From the entries that follow, copy every line with the word "ENZO".

Collected data:
-*-*-

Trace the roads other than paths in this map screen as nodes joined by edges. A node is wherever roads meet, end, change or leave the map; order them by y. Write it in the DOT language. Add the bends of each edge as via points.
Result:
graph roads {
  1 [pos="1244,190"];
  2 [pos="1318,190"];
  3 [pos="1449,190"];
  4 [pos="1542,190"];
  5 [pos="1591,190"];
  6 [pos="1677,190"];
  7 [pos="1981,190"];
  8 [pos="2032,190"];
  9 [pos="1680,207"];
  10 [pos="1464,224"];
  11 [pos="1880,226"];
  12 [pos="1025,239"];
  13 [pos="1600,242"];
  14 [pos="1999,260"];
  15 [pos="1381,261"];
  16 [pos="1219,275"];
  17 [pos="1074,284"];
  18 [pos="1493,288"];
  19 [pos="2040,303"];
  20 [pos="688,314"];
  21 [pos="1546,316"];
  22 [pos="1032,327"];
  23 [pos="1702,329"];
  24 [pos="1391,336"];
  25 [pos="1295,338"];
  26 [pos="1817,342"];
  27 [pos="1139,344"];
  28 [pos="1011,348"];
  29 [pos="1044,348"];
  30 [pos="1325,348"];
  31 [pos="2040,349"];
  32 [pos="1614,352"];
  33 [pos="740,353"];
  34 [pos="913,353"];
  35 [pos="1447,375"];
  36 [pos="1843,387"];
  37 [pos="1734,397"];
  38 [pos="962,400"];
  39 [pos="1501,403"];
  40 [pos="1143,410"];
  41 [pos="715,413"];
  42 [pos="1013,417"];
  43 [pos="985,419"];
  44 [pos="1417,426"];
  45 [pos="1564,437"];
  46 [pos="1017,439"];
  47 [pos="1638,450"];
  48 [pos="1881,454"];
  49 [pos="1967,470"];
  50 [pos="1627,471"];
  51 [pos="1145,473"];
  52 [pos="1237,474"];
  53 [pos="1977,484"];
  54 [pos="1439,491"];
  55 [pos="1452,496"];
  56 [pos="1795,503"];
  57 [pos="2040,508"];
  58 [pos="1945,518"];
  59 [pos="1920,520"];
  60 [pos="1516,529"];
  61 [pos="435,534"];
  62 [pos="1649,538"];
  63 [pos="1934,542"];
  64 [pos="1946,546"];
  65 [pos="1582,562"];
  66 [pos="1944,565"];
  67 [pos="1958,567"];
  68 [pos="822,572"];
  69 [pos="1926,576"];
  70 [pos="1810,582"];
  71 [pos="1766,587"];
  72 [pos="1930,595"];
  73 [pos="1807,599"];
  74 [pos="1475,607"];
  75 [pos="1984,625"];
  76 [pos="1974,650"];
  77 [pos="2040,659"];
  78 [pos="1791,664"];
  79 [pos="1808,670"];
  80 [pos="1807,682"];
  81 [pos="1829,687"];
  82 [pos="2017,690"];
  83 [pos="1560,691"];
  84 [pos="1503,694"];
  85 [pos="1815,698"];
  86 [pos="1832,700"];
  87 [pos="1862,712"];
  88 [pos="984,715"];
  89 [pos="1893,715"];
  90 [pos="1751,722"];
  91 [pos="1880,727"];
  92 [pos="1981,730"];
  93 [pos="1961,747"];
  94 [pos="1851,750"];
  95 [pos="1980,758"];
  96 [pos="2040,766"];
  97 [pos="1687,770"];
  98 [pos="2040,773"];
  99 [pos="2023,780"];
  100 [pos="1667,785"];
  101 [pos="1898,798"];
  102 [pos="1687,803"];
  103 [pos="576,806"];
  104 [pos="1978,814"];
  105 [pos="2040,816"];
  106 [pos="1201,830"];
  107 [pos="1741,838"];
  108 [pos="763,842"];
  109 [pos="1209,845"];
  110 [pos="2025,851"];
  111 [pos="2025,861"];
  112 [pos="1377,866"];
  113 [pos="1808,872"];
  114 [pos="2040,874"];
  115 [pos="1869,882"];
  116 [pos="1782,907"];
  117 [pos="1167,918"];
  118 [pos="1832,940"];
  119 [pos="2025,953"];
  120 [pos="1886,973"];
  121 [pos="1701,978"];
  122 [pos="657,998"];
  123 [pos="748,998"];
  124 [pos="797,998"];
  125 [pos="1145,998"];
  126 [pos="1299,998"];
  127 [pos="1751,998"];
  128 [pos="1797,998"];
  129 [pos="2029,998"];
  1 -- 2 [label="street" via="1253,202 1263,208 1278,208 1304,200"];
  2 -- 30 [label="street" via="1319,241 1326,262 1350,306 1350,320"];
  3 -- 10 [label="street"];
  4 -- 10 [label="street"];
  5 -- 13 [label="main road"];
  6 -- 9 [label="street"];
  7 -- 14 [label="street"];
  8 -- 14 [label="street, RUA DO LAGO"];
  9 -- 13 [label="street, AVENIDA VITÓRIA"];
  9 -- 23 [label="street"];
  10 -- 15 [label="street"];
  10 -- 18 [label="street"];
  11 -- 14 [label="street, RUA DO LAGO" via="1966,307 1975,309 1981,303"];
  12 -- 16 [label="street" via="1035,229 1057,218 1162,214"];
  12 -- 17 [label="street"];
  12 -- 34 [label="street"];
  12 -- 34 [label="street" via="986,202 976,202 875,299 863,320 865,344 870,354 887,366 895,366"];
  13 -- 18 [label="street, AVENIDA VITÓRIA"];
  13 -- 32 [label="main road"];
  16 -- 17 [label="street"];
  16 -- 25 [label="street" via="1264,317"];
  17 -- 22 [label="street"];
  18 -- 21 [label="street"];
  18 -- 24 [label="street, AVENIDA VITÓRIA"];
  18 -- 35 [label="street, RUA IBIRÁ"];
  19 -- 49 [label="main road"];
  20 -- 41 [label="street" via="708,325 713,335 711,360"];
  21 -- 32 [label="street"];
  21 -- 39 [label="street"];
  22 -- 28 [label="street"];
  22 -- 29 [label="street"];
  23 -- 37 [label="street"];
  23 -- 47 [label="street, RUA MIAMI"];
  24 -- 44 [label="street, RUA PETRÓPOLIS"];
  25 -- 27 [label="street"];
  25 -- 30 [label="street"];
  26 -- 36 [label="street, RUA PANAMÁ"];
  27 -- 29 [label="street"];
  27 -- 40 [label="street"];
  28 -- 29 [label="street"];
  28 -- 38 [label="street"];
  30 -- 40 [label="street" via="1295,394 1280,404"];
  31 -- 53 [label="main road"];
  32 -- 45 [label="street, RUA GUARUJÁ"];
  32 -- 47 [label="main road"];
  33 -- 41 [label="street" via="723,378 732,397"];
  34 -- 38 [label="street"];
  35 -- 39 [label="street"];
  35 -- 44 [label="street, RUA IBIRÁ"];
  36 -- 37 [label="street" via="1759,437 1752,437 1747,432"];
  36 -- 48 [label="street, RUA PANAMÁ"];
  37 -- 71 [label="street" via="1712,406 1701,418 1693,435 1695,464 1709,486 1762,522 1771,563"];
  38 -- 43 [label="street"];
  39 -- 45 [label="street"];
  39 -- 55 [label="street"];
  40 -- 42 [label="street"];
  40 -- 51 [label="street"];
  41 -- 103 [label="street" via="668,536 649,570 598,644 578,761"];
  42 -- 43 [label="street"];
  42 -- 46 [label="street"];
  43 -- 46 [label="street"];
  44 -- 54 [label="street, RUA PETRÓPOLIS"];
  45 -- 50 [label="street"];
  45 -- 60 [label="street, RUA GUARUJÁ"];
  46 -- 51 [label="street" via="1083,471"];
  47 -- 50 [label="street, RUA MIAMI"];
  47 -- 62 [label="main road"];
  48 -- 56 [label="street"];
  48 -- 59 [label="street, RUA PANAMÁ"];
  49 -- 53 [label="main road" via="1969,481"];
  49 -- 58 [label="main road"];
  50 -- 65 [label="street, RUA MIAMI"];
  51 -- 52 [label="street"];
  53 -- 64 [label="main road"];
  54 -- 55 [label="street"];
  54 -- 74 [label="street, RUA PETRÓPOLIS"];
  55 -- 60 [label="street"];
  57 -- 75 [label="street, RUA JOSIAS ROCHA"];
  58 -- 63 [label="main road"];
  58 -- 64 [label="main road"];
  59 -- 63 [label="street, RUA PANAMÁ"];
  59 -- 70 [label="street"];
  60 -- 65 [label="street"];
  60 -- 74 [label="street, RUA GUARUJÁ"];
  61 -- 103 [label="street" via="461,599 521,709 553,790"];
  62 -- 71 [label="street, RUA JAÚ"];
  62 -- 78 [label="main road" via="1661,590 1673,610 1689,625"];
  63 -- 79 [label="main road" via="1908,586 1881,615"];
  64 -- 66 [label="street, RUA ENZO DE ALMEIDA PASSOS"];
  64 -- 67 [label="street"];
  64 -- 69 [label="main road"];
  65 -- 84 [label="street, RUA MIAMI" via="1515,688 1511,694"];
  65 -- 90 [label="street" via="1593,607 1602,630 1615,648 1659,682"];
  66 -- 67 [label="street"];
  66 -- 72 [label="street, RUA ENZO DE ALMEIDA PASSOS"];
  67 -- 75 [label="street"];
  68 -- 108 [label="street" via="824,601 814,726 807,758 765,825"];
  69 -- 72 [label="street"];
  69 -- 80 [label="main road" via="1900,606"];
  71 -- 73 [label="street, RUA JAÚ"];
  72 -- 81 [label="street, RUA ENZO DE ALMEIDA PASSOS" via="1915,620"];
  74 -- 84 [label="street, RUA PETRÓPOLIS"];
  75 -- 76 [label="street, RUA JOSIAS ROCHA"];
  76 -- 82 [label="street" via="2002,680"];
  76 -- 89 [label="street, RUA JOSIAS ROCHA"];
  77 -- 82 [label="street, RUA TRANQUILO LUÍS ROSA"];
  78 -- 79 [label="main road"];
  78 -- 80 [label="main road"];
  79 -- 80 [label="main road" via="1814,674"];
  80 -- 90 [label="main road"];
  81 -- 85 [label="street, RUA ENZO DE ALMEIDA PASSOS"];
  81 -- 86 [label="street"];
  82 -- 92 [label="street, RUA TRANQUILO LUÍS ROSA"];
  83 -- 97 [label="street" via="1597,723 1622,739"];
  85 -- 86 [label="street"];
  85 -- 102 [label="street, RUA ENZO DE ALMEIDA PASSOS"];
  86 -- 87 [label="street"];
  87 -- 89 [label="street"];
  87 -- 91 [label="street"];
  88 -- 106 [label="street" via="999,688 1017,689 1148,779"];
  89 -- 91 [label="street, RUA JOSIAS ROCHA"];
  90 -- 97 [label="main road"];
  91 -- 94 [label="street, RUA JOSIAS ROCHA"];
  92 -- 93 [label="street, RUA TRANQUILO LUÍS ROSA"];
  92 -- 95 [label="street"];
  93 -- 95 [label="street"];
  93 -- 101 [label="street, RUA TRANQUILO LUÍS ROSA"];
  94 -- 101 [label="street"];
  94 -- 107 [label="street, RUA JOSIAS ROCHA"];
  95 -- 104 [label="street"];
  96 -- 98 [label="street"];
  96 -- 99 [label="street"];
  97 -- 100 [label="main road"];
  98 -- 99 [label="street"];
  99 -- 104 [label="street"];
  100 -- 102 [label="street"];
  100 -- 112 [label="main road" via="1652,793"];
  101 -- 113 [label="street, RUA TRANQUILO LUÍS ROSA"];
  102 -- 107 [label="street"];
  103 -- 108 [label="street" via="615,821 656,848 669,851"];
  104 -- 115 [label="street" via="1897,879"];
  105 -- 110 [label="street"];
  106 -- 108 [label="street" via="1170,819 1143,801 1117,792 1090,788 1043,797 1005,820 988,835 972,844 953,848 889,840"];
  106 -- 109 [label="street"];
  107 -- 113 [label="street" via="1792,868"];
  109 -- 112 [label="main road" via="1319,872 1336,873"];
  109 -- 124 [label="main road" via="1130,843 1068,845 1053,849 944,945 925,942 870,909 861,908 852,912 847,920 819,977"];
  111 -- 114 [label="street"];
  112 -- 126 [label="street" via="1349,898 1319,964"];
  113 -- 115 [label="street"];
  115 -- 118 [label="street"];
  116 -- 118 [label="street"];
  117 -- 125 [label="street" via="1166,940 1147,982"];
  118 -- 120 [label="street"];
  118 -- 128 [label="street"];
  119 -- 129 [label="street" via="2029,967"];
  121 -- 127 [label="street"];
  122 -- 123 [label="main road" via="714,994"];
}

-*-*-

• Task result:
  64 -- 66 [label="street, RUA ENZO DE ALMEIDA PASSOS"];
  66 -- 72 [label="street, RUA ENZO DE ALMEIDA PASSOS"];
  72 -- 81 [label="street, RUA ENZO DE ALMEIDA PASSOS" via="1915,620"];
  81 -- 85 [label="street, RUA ENZO DE ALMEIDA PASSOS"];
  85 -- 102 [label="street, RUA ENZO DE ALMEIDA PASSOS"];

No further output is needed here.